PMC Copyright notice

PCK1 is chemically acetylated in the presence of acetyl-CoA.A, top, the ability of rat recombinant PCK1 to be acetylated by p300 in vitro was tested using different controls. However, PCK1 (α-PCK1) exhibited a high susceptibility to react and be acetylated (α-AcK) in the presence of only 1 mM acetyl-CoA, as determined by Western blotting. Numbers on the left represent molecular weight (kDa). Bottom, relative acetylation levels of PCK1 determined from Western blots above in the presence of acetyl-CoA or in the presence of acetyl-CoA and p300 after 18 h (n = 3). B, histone H2A was acetylated by p300 under the same experimental conditions described in (A). C, determination of PCK1 activity in both reaction directions for samples acetylated in the presence of acetyl-CoA versus acetyl-CoA+p300 obtained in (A) (n = 3); ∗∗p < 0.01. D–E, Western blot shows that SIRT1 (α-SIRT1) deacetylates (α-AcK) chemically (AcCoA) and enzymatically (AcCoA+p300) acetylated PCK1 (α-PCK1) (D), without recovery in enzyme activity, compared with recombinant PCK1 incubated in the absence of acetyl-CoA (E) (n = 3).

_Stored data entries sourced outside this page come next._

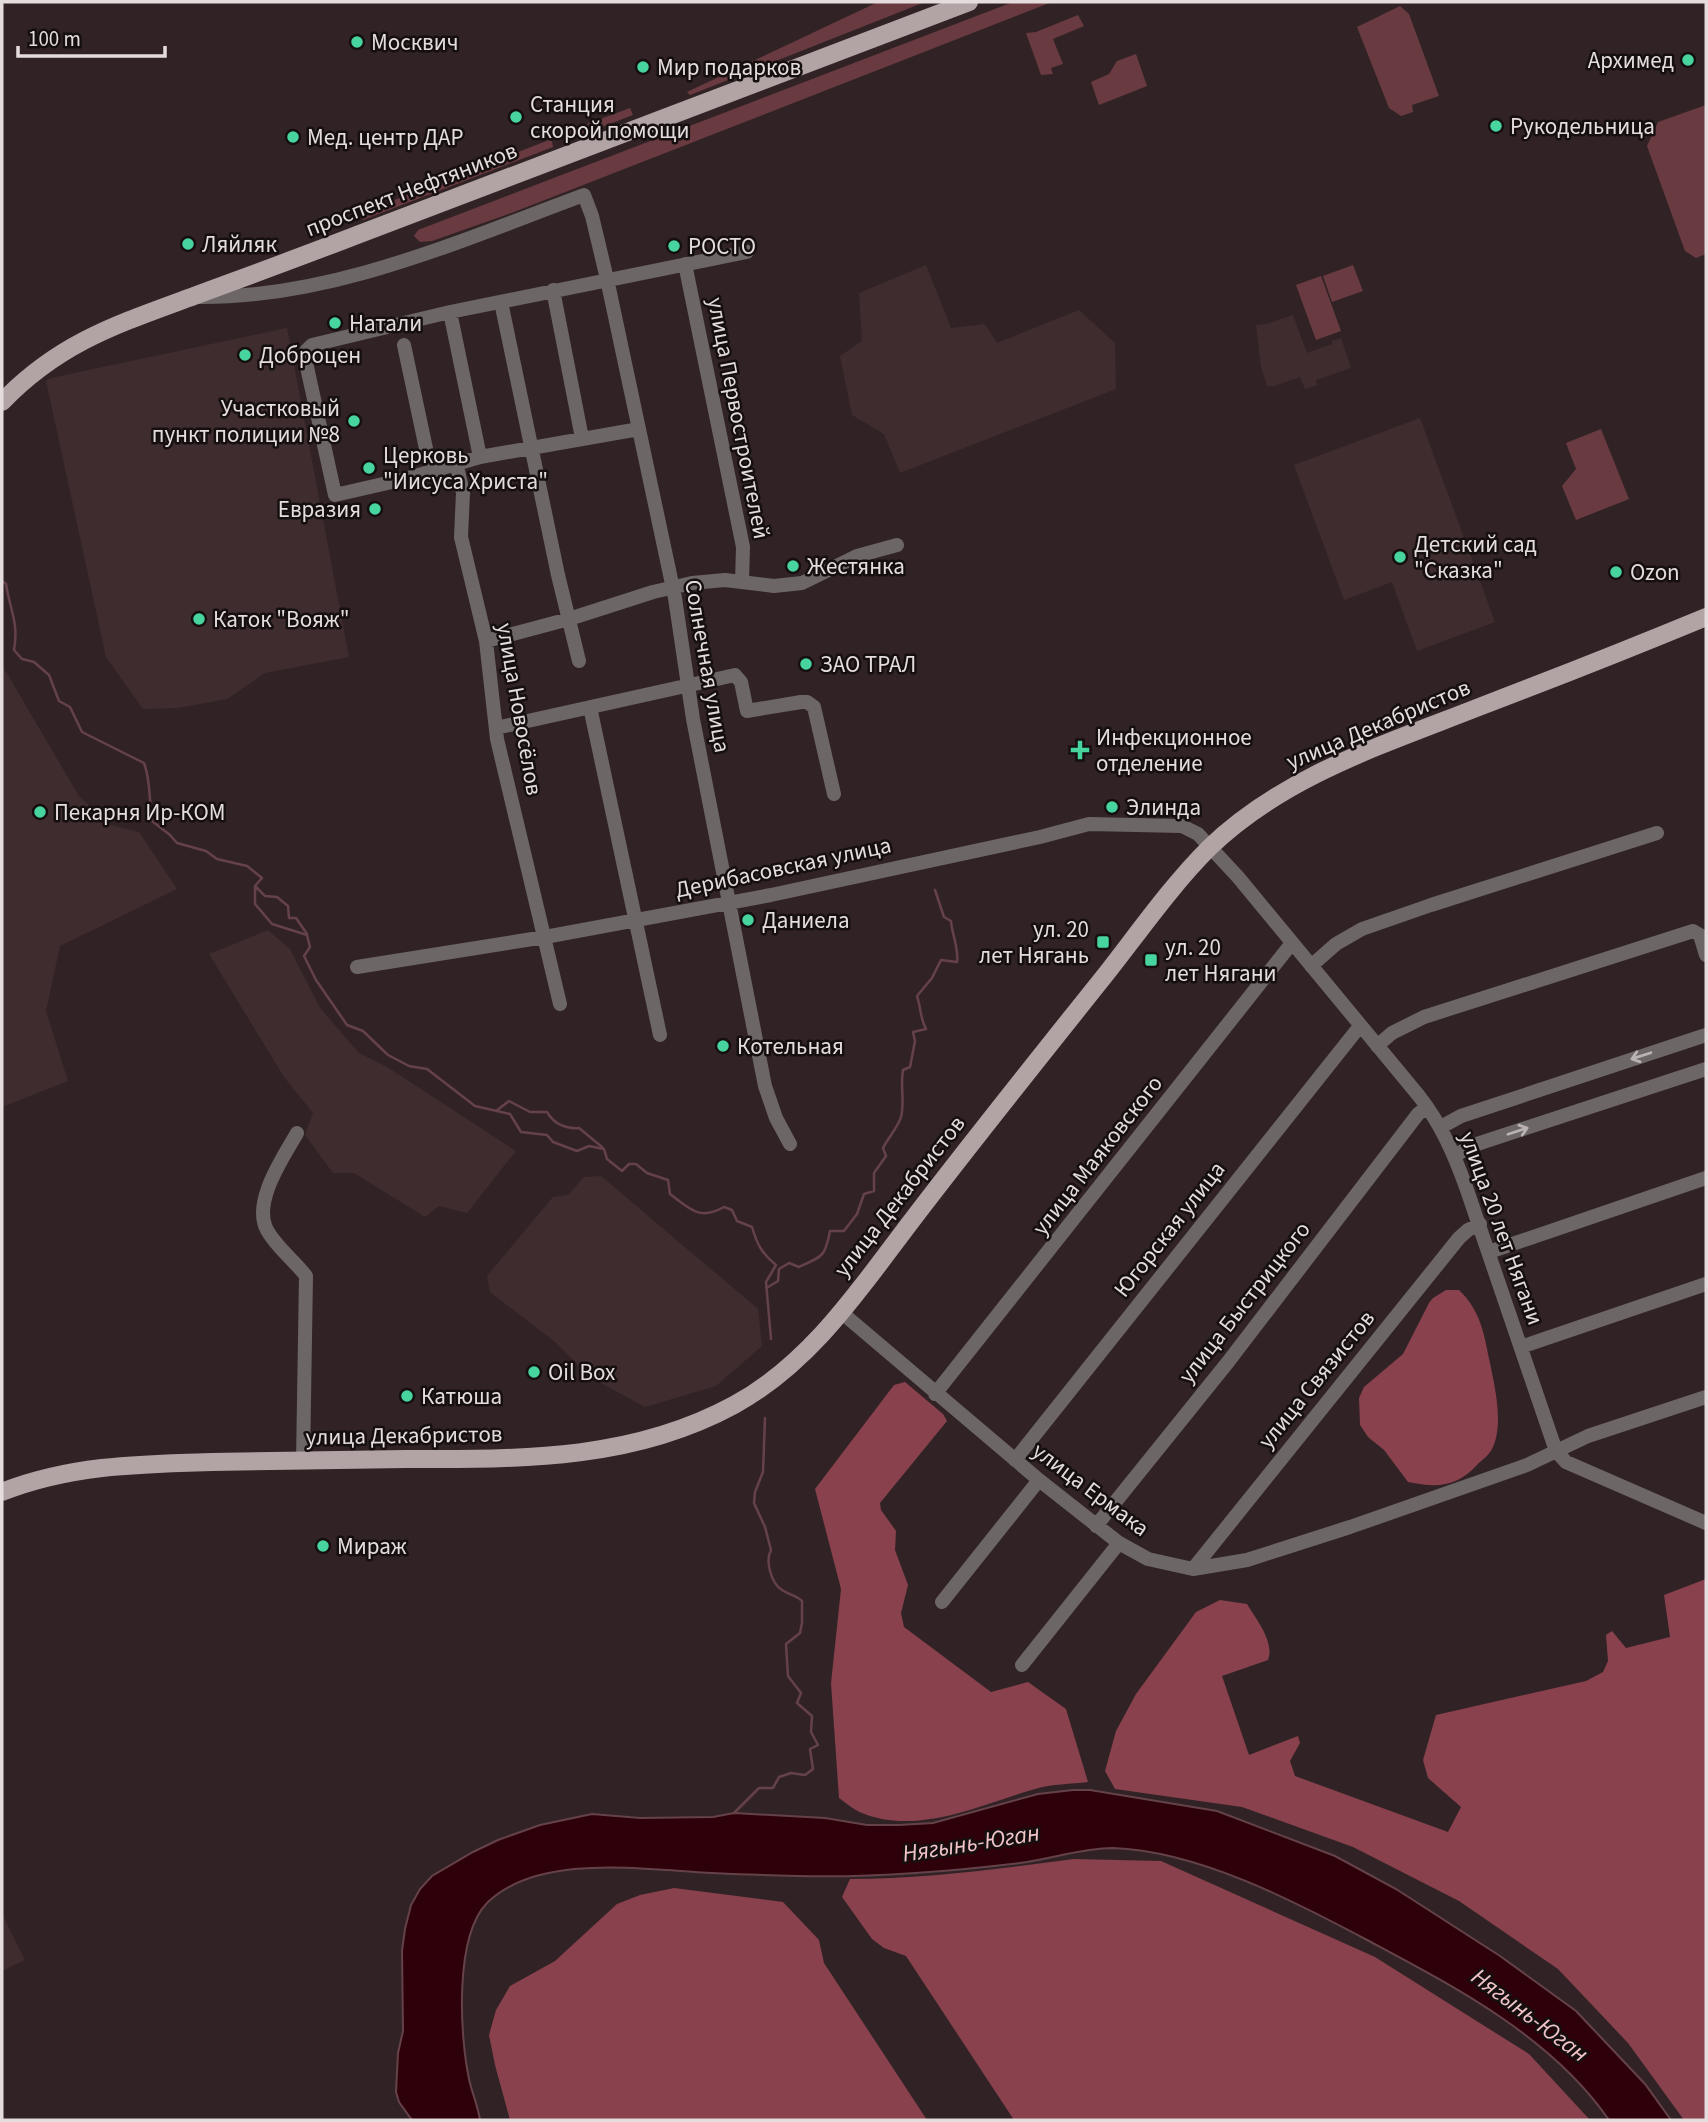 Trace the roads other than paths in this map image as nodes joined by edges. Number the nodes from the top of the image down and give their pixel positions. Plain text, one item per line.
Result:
1 (970, 2) edge
2 (747, 252) dead end
3 (280, 264) junction
4 (685, 264) junction
5 (607, 279) junction
6 (292, 289) junction
7 (553, 290) junction
8 (190, 297) junction
9 (501, 302) junction
10 (450, 312) junction
11 (404, 345) dead end
12 (2, 402) edge
13 (639, 429) junction
14 (582, 438) junction
15 (532, 447) junction
16 (480, 457) junction
17 (428, 458) dead end
18 (456, 462) junction
19 (897, 545) dead end
20 (742, 582) junction
21 (672, 587) junction
22 (1706, 617) edge
23 (569, 619) junction
24 (486, 641) junction
25 (579, 660) dead end
26 (689, 684) junction
27 (590, 707) junction
28 (496, 729) junction
29 (834, 794) dead end
30 (1657, 833) dead end
31 (1211, 846) junction
32 (730, 902) junction
33 (636, 920) junction
34 (545, 937) junction
35 (1292, 943) junction
36 (1706, 955) edge
37 (1311, 966) junction
38 (357, 967) dead end
39 (560, 1004) dead end
40 (1360, 1026) junction
41 (660, 1035) dead end
42 (1706, 1035) edge
43 (1377, 1046) junction
44 (1706, 1069) edge
45 (1427, 1107) junction
46 (1441, 1127) junction
47 (297, 1133) dead end
48 (790, 1144) dead end
49 (1455, 1155) junction
50 (1706, 1178) edge
51 (1480, 1224) junction
52 (1489, 1252) junction
53 (1706, 1284) edge
54 (841, 1312) junction
55 (1521, 1347) junction
56 (935, 1394) junction
57 (1706, 1397) edge
58 (1556, 1451) junction
59 (1015, 1460) junction
60 (303, 1461) junction
61 (1039, 1480) junction
62 (2, 1492) edge
63 (1706, 1523) edge
64 (1096, 1526) junction
65 (1119, 1543) junction
66 (1193, 1569) junction
67 (942, 1602) dead end
68 (1022, 1665) dead end

1 - 3 main road, проспект Нефтяников
2 - 4 street
3 - 6 street
3 - 8 main road, проспект Нефтяников
4 - 5 street
4 - 20 street, улица Первостроителей
5 - 6 street, Солнечная улица
5 - 7 street
5 - 13 street, Солнечная улица
6 - 8 street
7 - 9 street
7 - 14 street
8 - 12 main road, проспект Нефтяников
9 - 10 street
9 - 15 street
10 - 16 street
10 - 18 street
11 - 17 street
13 - 14 street
13 - 21 street, Солнечная улица
14 - 15 street
15 - 16 street
15 - 23 street
16 - 18 street
18 - 24 street, улица Новосёлов
19 - 20 street
20 - 21 street
21 - 23 street
21 - 26 street, Солнечная улица
22 - 31 main road, улица Декабристов
23 - 24 street
23 - 25 street
24 - 28 street, улица Новосёлов
26 - 27 street
26 - 29 street
26 - 32 street, Солнечная улица
27 - 28 street
27 - 33 street
28 - 34 street, улица Новосёлов
30 - 37 street
31 - 32 street, Дерибасовская улица
31 - 35 street, улица 20 лет Нягани
31 - 54 main road, улица Декабристов
32 - 33 street, Дерибасовская улица
32 - 48 street, Солнечная улица
33 - 34 street, Дерибасовская улица
33 - 41 street
34 - 38 street, Дерибасовская улица
34 - 39 street, улица Новосёлов
35 - 37 street, улица 20 лет Нягани
35 - 56 street, улица Маяковского
36 - 43 street
37 - 40 street, улица 20 лет Нягани
40 - 43 street, улица 20 лет Нягани
40 - 59 street, Югорская улица
42 -> 46 street
43 - 45 street, улица 20 лет Нягани
49 -> 44 street
45 - 46 street, улица 20 лет Нягани
45 - 64 street, улица Быстрицкого
46 - 49 street, улица 20 лет Нягани
47 - 60 street
49 - 51 street, улица 20 лет Нягани
50 - 52 street
51 - 52 street, улица 20 лет Нягани
51 - 66 street, улица Связистов
52 - 55 street, улица 20 лет Нягани
53 - 55 street
54 - 56 street, улица Ермака
54 - 60 main road, улица Декабристов
55 - 58 street, улица 20 лет Нягани
56 - 59 street, улица Ермака
57 - 58 street, улица Ермака
58 - 63 street
58 - 66 street, улица Ермака
59 - 61 street, улица Ермака
60 - 62 main road, улица Декабристов
61 - 64 street, улица Ермака
61 - 67 street
64 - 65 street, улица Ермака
65 - 66 street, улица Ермака
65 - 68 street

F, chemical acetylation of human recombinant PCK1 after 18 h of incubation in the presence of 1 mM acetyl-CoA, as described in (A). G–H, similar experiment to that described for (F) but performed at 37 °C for 2 or 4 h (G). After 2 h, enzyme activity was considerably decreased, compared with the freshly thawed enzyme (control), but differences between no acetyl-CoA (control no AcCoA) and acetyl-CoA (AcCoA) treatment were observed (n = 3); ∗p < 0.05; ∗∗p < 0.01. I, determination of the ability of CoA to interfere with chemical acetylation of PCK1 by Western blot analysis. The acetylation reaction was carried out in the absence of CoA or in the presence of 0.5, 1, 2, or 5 mM CoA, with 1 mM acetyl-CoA in all cases. J, determination of PCK1 activity in both reaction directions in the presence of different concentrations of CoA. PCK1 was preincubated in the absence of CoA or in the presence of the indicated concentrations of CoA for 30 min at 30 °C and enzyme activity was assayed in buffer containing the same concentrations of CoA. PCK1, phosphoenolpyruvate carboxykinase.